Larry’s explication of Gos­pel stories is especially meaningful. Jesus’ encounter with the woman caught in adultery (John 8) reflects a nonjudgmental response to her presumed sexual transgressions. We might fail to meet “God’s vision for our sexuality,” Larry says, and still, “if Jesus has any straightforward lessons to teach us about sexuality, it may be that we are in no position to declare anyone outside of God’s mercy and justice.” 

The Gospels remind us that we are made for relationship — with God and with others — and that healthy sexuality is part of the way we can know and love others fully, giving completely of ourselves. God wants more for us than to be sexual vassals for other people. 

Larry says knowing our own worth and loving our own body is an important part of creating and sustaining healthy sexual relationships. “It’s actually super hard to love our neighbors when we are incapable of loving ourselves,” she says. Sexual intimacy on its own does not connote worth. Only our identity as an image-bearer of the Creator, and our relationship to the Creator, can do that. 

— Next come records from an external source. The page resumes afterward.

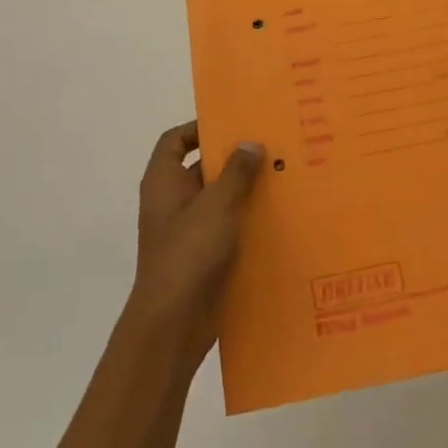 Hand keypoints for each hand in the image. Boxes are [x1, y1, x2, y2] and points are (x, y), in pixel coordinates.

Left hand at [128, 122, 263, 369]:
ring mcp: (186, 230)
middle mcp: (172, 202)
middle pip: (200, 168)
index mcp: (163, 182)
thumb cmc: (188, 253)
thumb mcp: (216, 205)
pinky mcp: (202, 256)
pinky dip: (246, 220)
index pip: (175, 140)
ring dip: (245, 190)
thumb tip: (250, 143)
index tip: (234, 123)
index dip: (199, 127)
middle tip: (272, 146)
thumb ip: (235, 172)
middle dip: (233, 159)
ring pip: (218, 199)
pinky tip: (278, 217)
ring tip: (283, 177)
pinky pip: (226, 227)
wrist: (173, 324) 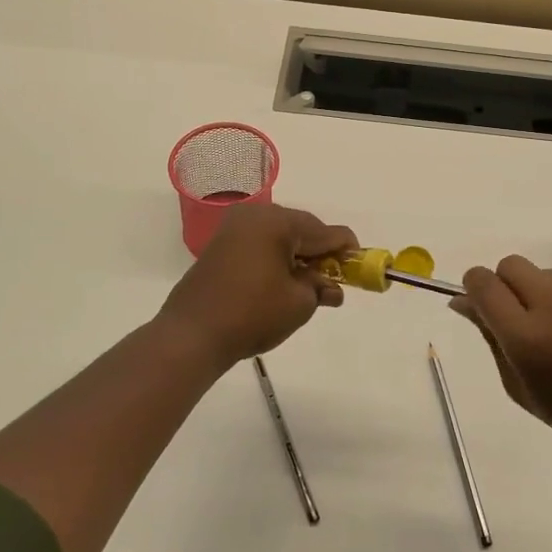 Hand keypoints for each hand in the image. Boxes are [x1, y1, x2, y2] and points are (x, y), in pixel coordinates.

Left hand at [158, 204, 356, 365]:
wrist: (191, 335)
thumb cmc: (252, 314)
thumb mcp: (298, 304)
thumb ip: (321, 288)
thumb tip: (331, 288)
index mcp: (277, 222)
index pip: (324, 230)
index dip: (346, 249)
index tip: (360, 266)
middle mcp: (255, 216)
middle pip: (302, 230)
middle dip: (320, 254)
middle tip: (335, 281)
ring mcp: (234, 230)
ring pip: (280, 238)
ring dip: (298, 258)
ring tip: (310, 287)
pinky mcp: (221, 247)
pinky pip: (260, 245)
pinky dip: (277, 260)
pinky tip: (285, 284)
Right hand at [452, 256, 551, 470]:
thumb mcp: (522, 389)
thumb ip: (492, 340)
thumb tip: (465, 303)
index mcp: (526, 337)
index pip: (482, 283)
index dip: (476, 287)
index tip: (483, 301)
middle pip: (510, 265)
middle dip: (508, 285)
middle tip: (526, 315)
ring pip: (549, 274)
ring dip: (548, 294) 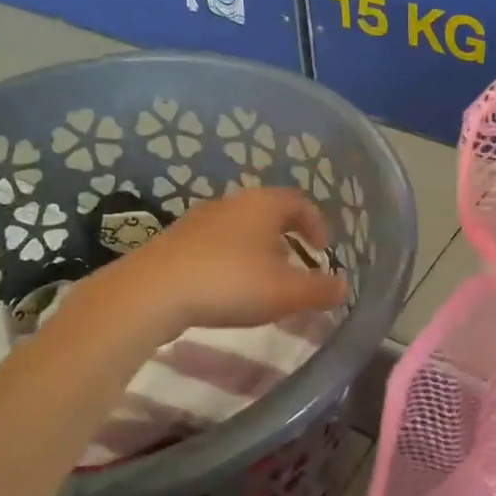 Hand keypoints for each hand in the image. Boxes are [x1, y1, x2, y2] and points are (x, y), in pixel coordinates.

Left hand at [107, 187, 347, 335]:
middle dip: (286, 238)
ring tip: (262, 281)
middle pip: (267, 212)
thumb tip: (344, 286)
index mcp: (262, 204)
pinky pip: (214, 245)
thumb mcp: (285, 292)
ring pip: (239, 228)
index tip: (322, 250)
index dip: (316, 224)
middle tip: (296, 265)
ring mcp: (198, 219)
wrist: (152, 292)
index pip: (299, 202)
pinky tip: (226, 289)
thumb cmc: (230, 283)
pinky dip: (230, 260)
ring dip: (257, 250)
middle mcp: (231, 203)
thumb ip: (320, 289)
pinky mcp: (174, 241) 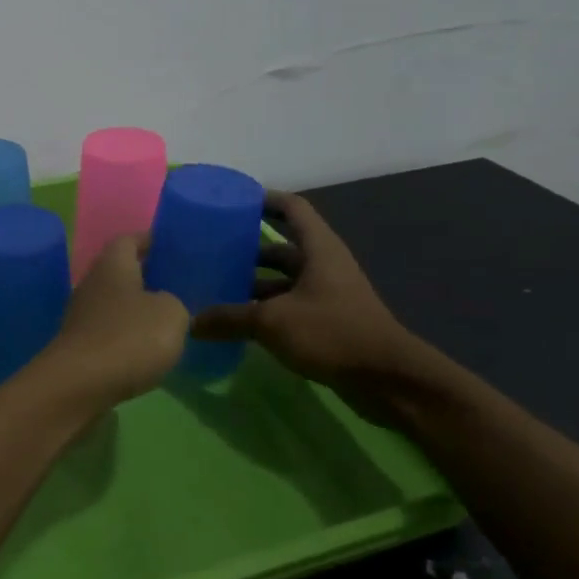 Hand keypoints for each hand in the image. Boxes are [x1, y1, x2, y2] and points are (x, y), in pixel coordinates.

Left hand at [34, 233, 188, 408]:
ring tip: (168, 318)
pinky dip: (127, 334)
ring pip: (114, 302)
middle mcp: (92, 283)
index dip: (150, 240)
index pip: (129, 239)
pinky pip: (109, 329)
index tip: (172, 247)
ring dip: (137, 307)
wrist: (78, 385)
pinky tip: (147, 348)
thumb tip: (166, 305)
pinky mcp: (79, 345)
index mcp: (112, 264)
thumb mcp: (171, 314)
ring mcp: (81, 315)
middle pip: (120, 270)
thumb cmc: (129, 337)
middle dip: (147, 275)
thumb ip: (175, 302)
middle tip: (178, 284)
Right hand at [191, 191, 416, 388]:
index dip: (264, 199)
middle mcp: (324, 264)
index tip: (233, 201)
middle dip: (249, 248)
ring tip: (218, 288)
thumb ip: (229, 318)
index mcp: (318, 248)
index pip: (291, 207)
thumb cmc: (331, 333)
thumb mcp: (271, 322)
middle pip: (282, 246)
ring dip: (255, 283)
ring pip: (284, 280)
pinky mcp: (328, 321)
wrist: (387, 379)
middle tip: (213, 251)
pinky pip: (290, 305)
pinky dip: (266, 309)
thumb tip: (190, 323)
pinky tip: (239, 322)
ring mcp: (328, 294)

Intimate Conversations provides guidelines for boundaries within sexual relationships. It offers wisdom about navigating challenges couples may face, from infidelity to sexual dysfunction and trauma. For those experiencing sexual brokenness, Jesus offers restoration and healing. 

Larry wants her book to provoke conversation. When we open ourselves to conversations about Christian sexual ethics, we are more likely to understand the gift of sexuality. Intimate Conversations is an excellent place to start. 

 

Melanie Springer Mock is professor of English at George Fox University in Newberg, Ore.